続いて紹介されたモジラのオフィスデザインでは、オープンソースを公開しているというモジラの特性を生かすソーシャルデザインを発案されたそうで、「その空間自体もオープンソースになりうるんじゃないかと考ました。無料で設計図や作り方を公開して、モジラのオフィスを実際に使う以外のユーザーの人たちに価値のある情報に変えた。こういうことをすると、モジラのブランディングそのものになる。日本オフィスというアジアの辺境から始まったものだけど、今ではグローバルのキャンペーンになっています」と、まさにソーシャルデザインイノベーション。

講義4

ここで講義は質疑応答へ。受講生から様々な質問が投げ掛けられる中「デザインを知らない人に、デザインをどう説明したらいいか」という質問には「鋭いですね、その問いにはみんな答えてみましょう」という意外な返答が。太刀川さんからは「皆さんの中で仮説が立つはずです。僕は形を通して関係を作る為の言語的なものと考えているけど、それは自分の言葉で見つけたほうがいいと思います。作っているうちにわかることもあるし、いいなと思ったデザインの観察の中でわかることもある。いっぱい問いかけるといいと思います」とアドバイスをいただきました。

第2部:ワークショップ「デザインの文法」

ワークショップ1

本日のワークショップは太刀川さんの考案された『デザインの文法』を用いて行います。まず目に見える部分である「記号」を分解し、そのデザインの持つ「意味」や、それが生み出す「関係」を見いだそうとする『分解』の解説があり、実際に椅子という記号を意味と関係に分解するグループワークが行われます。続いて教室の内外を歩き回り、目に見える記号の意味を置き換える『変換』ワークショップ。「机は椅子にも使える、もしかしたらゴミ箱も・・・」受講生は見慣れたものに新しい意味や関係を見いだそうと注意深く歩き回ります。続

ワークショップ2

皆さんセンスよくなりたいですよね」という学生にとっての大きな悩みにも言及されました。「ヨーロッパの教会に行くと、そういうものを作ろうとしているわけじゃないのに超感動するでしょ?それはあの空間がどういった場所であるべきかということを、徹底して選び抜いたからなんです」という太刀川さん。

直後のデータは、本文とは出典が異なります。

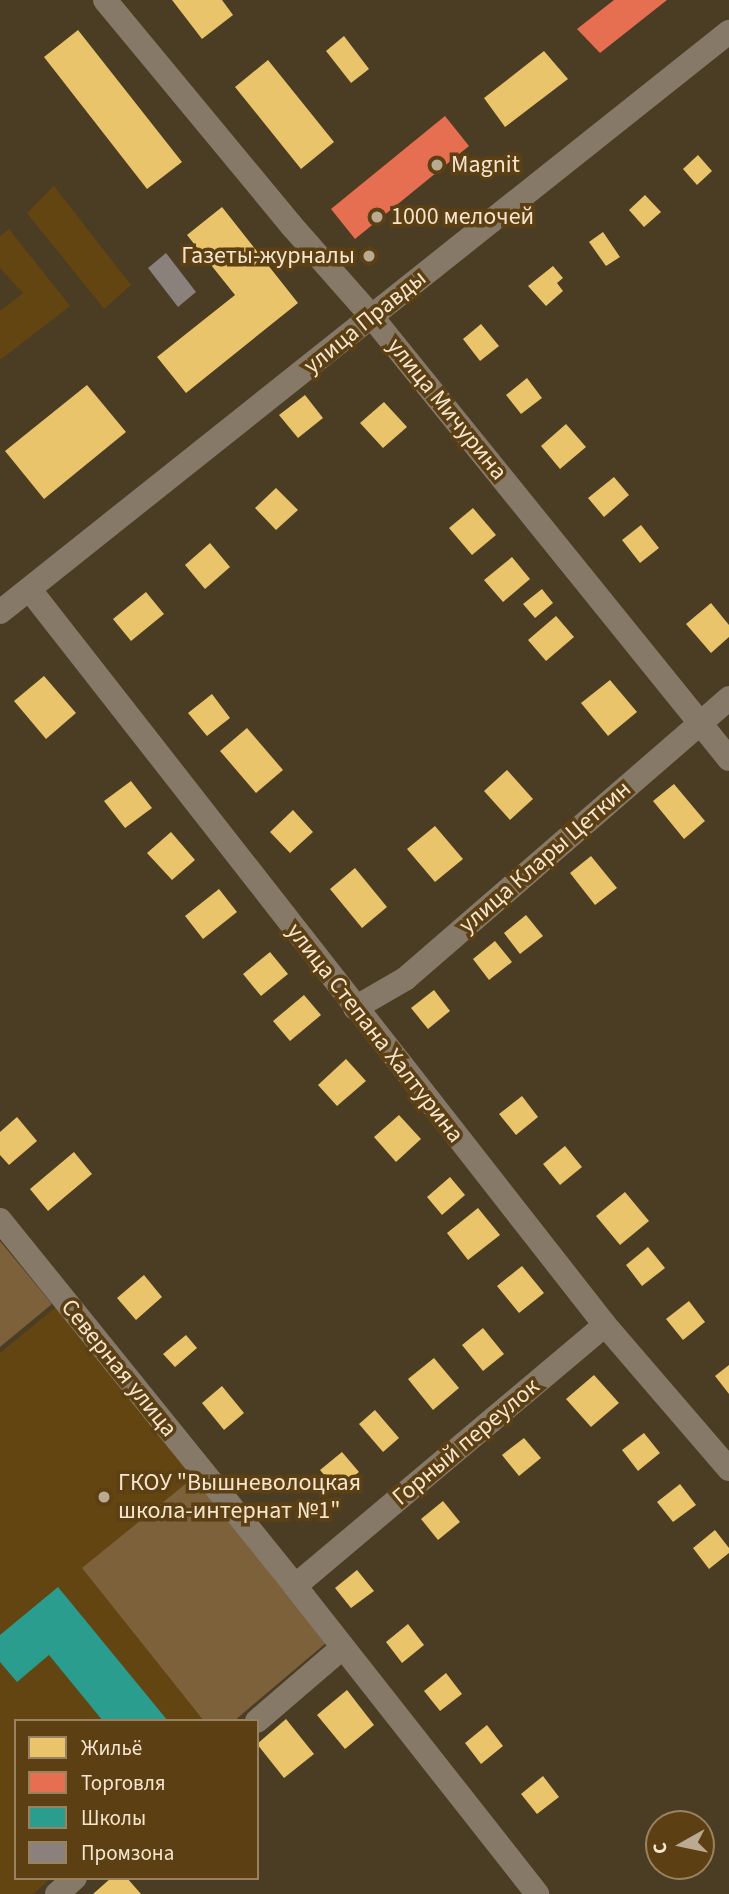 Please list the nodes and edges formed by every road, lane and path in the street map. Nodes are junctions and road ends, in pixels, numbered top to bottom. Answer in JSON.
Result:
{"nodes":[{"id":1,"x":105,"y":0,"type":"edge"},
{"id":2,"x":729,"y":32,"type":"edge"},
{"id":3,"x":372,"y":317,"type":"junction"},
{"id":4,"x":30,"y":590,"type":"junction"},
{"id":5,"x":0,"y":612,"type":"edge"},
{"id":6,"x":729,"y":698,"type":"edge"},
{"id":7,"x":698,"y":723,"type":"junction"},
{"id":8,"x":729,"y":759,"type":"edge"},
{"id":9,"x":355,"y":1008,"type":"junction"},
{"id":10,"x":0,"y":1220,"type":"edge"},
{"id":11,"x":605,"y":1325,"type":"junction"},
{"id":12,"x":729,"y":1469,"type":"edge"},
{"id":13,"x":295,"y":1586,"type":"junction"},
{"id":14,"x":343,"y":1647,"type":"junction"},
{"id":15,"x":259,"y":1719,"type":"edge"},
{"id":16,"x":73,"y":1880,"type":"edge"},
{"id":17,"x":57,"y":1894,"type":"edge"},
{"id":18,"x":537,"y":1894,"type":"edge"}],
"edges":[{"from":1,"to":3,"type":"street","name":"улица Мичурина"},
{"from":2,"to":3,"type":"street","name":"улица Правды"},
{"from":3,"to":4,"type":"street","name":"улица Правды"},
{"from":3,"to":7,"type":"street","name":"улица Мичурина"},
{"from":4,"to":5,"type":"street","name":"улица Правды"},
{"from":4,"to":9,"type":"street","name":"улица Степана Халтурина"},
{"from":6,"to":7,"type":"street","name":"улица Клары Цеткин"},
{"from":7,"to":8,"type":"street","name":"улица Мичурина"},
{"from":7,"to":9,"type":"street","name":"улица Клары Цеткин"},
{"from":9,"to":11,"type":"street","name":"улица Степана Халтурина"},
{"from":10,"to":13,"type":"street","name":"Северная улица"},
{"from":11,"to":12,"type":"street","name":"улица Степана Халтурина"},
{"from":11,"to":13,"type":"street","name":"Горный переулок"},
{"from":13,"to":14,"type":"street","name":"Северная улица"},
{"from":14,"to":15,"type":"street"},
{"from":14,"to":18,"type":"street","name":"Северная улица"},
{"from":16,"to":17,"type":"street"}]}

そのことはデザインにも共通するそうで「センスは徹底して選び抜く基準の強さ、もしくはその基準に対する誠実さ」という太刀川さんの言葉で語られるセンス論は、目から鱗でした。

ワークショップ3

後半の質疑応答では「デザイナーはソーシャルの視点というのを、どこからどのように磨けばいいですか?」という質問が出ました。「今日教えたのはだいたいの答えの出し方です。そのデザインをしてくださいという、問いが明らかなもの」太刀川さんはその問いを「曲解」することが大切だといいます。「モジラのオフィスデザインであれば、空間がかっこいいことをゴールにするのか、その空間がモジラの理念を持って世界中にオープンソースとして広がっていくことが大事なのか。問いがすり替わっているのがわかりますよね。この問いをすり変えることが極めて大事なんです」との回答をいただきました。

総評

建築を学ぶ学生だった頃「様々な制約の中で作られたプロの建築家の作品より、自由に作れる自分の作品がダサかったことに気付いてしまった」という太刀川さん。その時からライバルの設定を優秀な学生から憧れの建築家に変えたそうです。「巨人対アリのような話だったけど、アリが倒せるようになるまで巨人を分解して、毎回ひとつひとつ勝っていくことにしました。いいデザイナーになりたかったら、ライバル設定を変えて、分解するといいです」という総評で講義は終了です。受講生は大いに刺激を受けたと思います。